[Items from a data source]
────

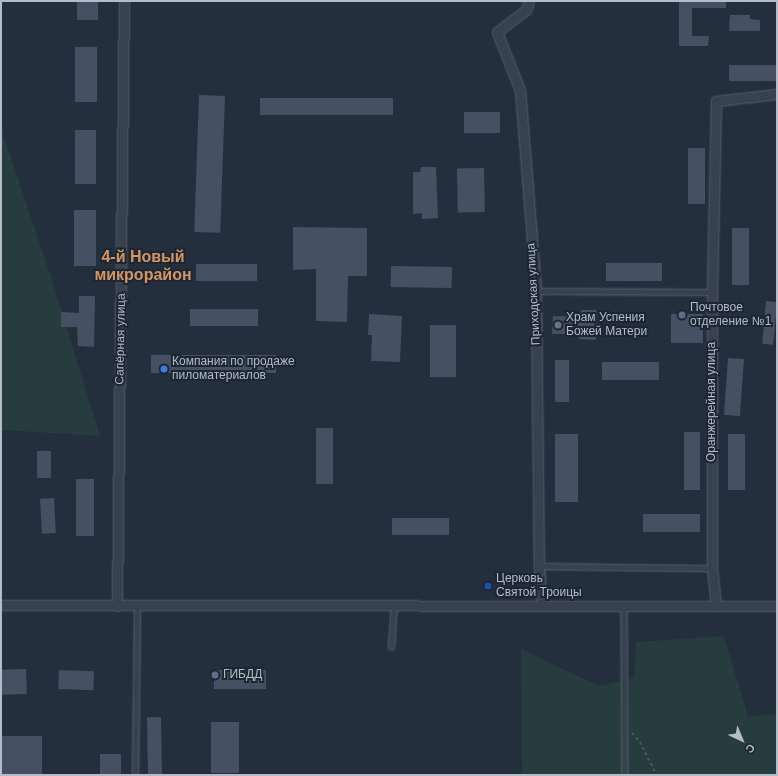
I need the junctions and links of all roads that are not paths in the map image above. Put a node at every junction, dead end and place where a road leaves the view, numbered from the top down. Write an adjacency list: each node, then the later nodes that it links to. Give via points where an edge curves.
1 (124, 1): 10 (street, Сапёрная улица)
2 (529, 1): 4 (street, Приходская улица, via 526,10 497,32 520,90)
3 (777, 94): 5 (street, Оранжерейная улица, via 716,101)
4 (536, 291): 5 (lane); 6 (street, Приходская улица)
5 (712, 292): 7 (street, Оранжерейная улица)
6 (539, 566): 7 (lane); 12 (street, Приходская улица)
7 (712, 568): 13 (street, Оранжерейная улица)
8 (394, 604): 11 (street); 12 (street); 16 (lane)
9 (1, 605): 10 (street)
10 (117, 606): 11 (street)
11 (138, 606): 17 (lane)
12 (542, 606): 15 (street)
13 (716, 606): 14 (street); 15 (street)
14 (777, 606)
15 (624, 607): 18 (lane, via 627,728)
16 (391, 647)
17 (135, 775)
18 (625, 775)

────

◆ WHAT TO DO ◆
Copy the data exactly. Pictures do not belong in the copy.

◆ WRITTEN REPLY ◆
I need the junctions and links of all roads that are not paths in the map image above. Put a node at every junction, dead end and place where a road leaves the view, numbered from the top down. Write an adjacency list: each node, then the later nodes that it links to. Give via points where an edge curves.
1 (124, 1): 10 (street, Сапёрная улица)
2 (529, 1): 4 (street, Приходская улица, via 526,10 497,32 520,90)
3 (777, 94): 5 (street, Оранжерейная улица, via 716,101)
4 (536, 291): 5 (lane); 6 (street, Приходская улица)
5 (712, 292): 7 (street, Оранжерейная улица)
6 (539, 566): 7 (lane); 12 (street, Приходская улица)
7 (712, 568): 13 (street, Оранжерейная улица)
8 (394, 604): 11 (street); 12 (street); 16 (lane)
9 (1, 605): 10 (street)
10 (117, 606): 11 (street)
11 (138, 606): 17 (lane)
12 (542, 606): 15 (street)
13 (716, 606): 14 (street); 15 (street)
14 (777, 606)
15 (624, 607): 18 (lane, via 627,728)
16 (391, 647)
17 (135, 775)
18 (625, 775)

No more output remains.